OK, got a little ride in today on the Miyata. Temps in the 40s, bit of a gnarly headwind heading south along the river.

Had the bike up over 30mph briefly and it felt great. The frame's a 57 and it feels really good. Most direct comparison I have is to my '87 Ironman, and this feels quicker, though I haven't been on the IM in a while.

No hiccups in just under 14 miles, though I need to tweak my FD high limit screw a hair. Shifting was nice - different, but nice. There were a few times when I pressed on the brake lever out of habit. I also noticed that I was pressing a bit too hard when shifting a single cog. I don't know if this is the norm, but when I did that, I'd get chatter at the derailleur. I discovered that if I gently apply pressure to the thumb lever, not enough to click, the chatter disappears. Being that these Ergos will span so many gears in one throw, I assume this is an intentional design? Maybe not? Once I figured out I was pressing too hard to shift one gear, all was smooth after. Shifting also felt quicker than it does on my STI bike. Overall, I really like both systems, and the Campy Ergos are really nice to use.
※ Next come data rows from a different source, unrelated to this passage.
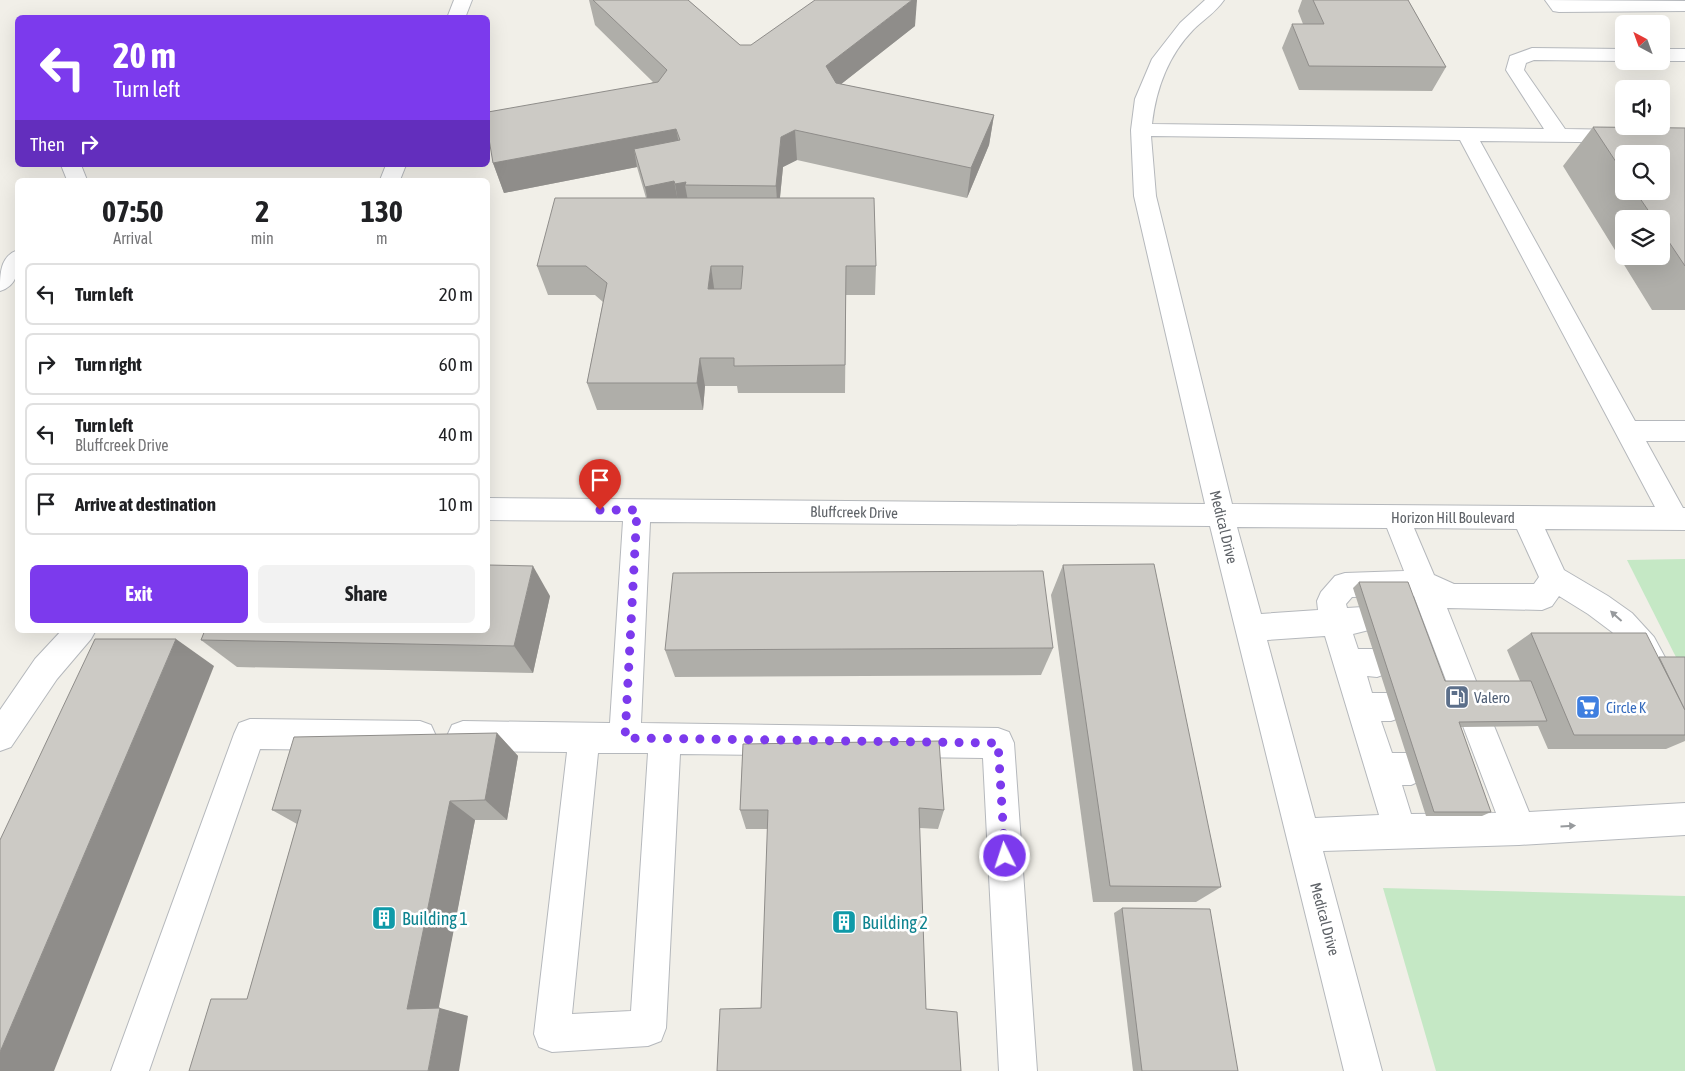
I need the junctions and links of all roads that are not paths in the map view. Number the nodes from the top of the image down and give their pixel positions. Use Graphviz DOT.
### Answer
graph roads {
  1 [pos="463,0"];
  2 [pos="1215,0"];
  3 [pos="1554,0"];
  4 [pos="1685,6"];
  5 [pos="457,15"];
  6 [pos="1615,54"];
  7 [pos="1670,55"];
  8 [pos="1685,55"];
  9 [pos="1140,130"];
  10 [pos="1467,135"];
  11 [pos="1559,136"];
  12 [pos="1685,137"];
  13 [pos="15,262"];
  14 [pos="0,283"];
  15 [pos="1627,431"];
  16 [pos="1685,432"];
  17 [pos="490,510"];
  18 [pos="637,510"];
  19 [pos="1221,516"];
  20 [pos="1396,517"];
  21 [pos="1526,518"];
  22 [pos="1680,519"];
  23 [pos="1554,580"];
  24 [pos="1423,583"];
  25 [pos="1349,621"];
  26 [pos="1250,628"];
  27 [pos="78,633"];
  28 [pos="1346,662"];
  29 [pos="1377,663"];
  30 [pos="1657,668"];
  31 [pos="1449,671"];
  32 [pos="1361,707"];
  33 [pos="1391,707"];
  34 [pos="1479,726"];
  35 [pos="0,736"];
  36 [pos="584,738"];
  37 [pos="625,738"];
  38 [pos="665,739"];
  39 [pos="1685,819"];
  40 [pos="1520,829"];
  41 [pos="1400,831"];
  42 [pos="1303,835"];
  43 [pos="130,1071"];
  44 [pos="1018,1071"];
  45 [pos="1363,1071"];
  1 -- 5 [label="street"];
  2 -- 9 [label="street, Medical Drive"];
  3 -- 4 [label="street"];
  6 -- 11 [label="street"];
  7 -- 8 [label="street"];
  9 -- 10 [label="street"];
  9 -- 19 [label="street, Medical Drive"];
  10 -- 11 [label="street"];
  10 -- 15 [label="street"];
  11 -- 12 [label="street"];
  13 -- 14 [label="street"];
  15 -- 16 [label="street"];
  15 -- 22 [label="street"];
  17 -- 18 [label="street, Bluffcreek Drive"];
  18 -- 19 [label="street, Bluffcreek Drive"];
  18 -- 37 [label="street"];
  19 -- 20 [label="street, Horizon Hill Boulevard"];
  19 -- 26 [label="street, Medical Drive"];
  20 -- 21 [label="street, Horizon Hill Boulevard"];
  20 -- 24 [label="street"];
  21 -- 22 [label="street, Horizon Hill Boulevard"];
  21 -- 23 [label="street"];
  23 -- 24 [label="street"];
  30 -- 23 [label="street, one-way"];
  24 -- 25 [label="street"];
  24 -- 31 [label="street"];
  25 -- 26 [label="street"];
  25 -- 28 [label="street"];
  26 -- 42 [label="street, Medical Drive"];
  27 -- 35 [label="street"];
  28 -- 29 [label="street"];
  28 -- 32 [label="street"];
  32 -- 33 [label="street"];
  32 -- 41 [label="street"];
  34 -- 40 [label="street"];
  36 -- 37 [label="street"];
  36 -- 38 [label="street"];
  36 -- 43 [label="street"];
  37 -- 38 [label="street"];
  38 -- 44 [label="street"];
  40 -- 39 [label="street, one-way"];
  40 -- 41 [label="street"];
  41 -- 42 [label="street"];
  42 -- 45 [label="street, Medical Drive"];
}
The Fulcrum freehub is really quiet. The wheels were relatively inexpensive, shipped super fast from the UK, and ride really nicely. Tire mounting was tight with the Continentals, but not a bear.

The highlight of the ride was the GP5000 tires. They are outstanding. Fast, grippy, supple - so glad I found these on sale! Highly recommended.

Would have liked to get a longer ride in but this was my time window. I am really pleased with the way everything came together. The hardest part was waiting for the USPS. Next time I get the chance to take this bike out, I'll head up and out of the valley. Looking forward to that.

Last edited by BFisher; 12-04-20 at 02:01 PM.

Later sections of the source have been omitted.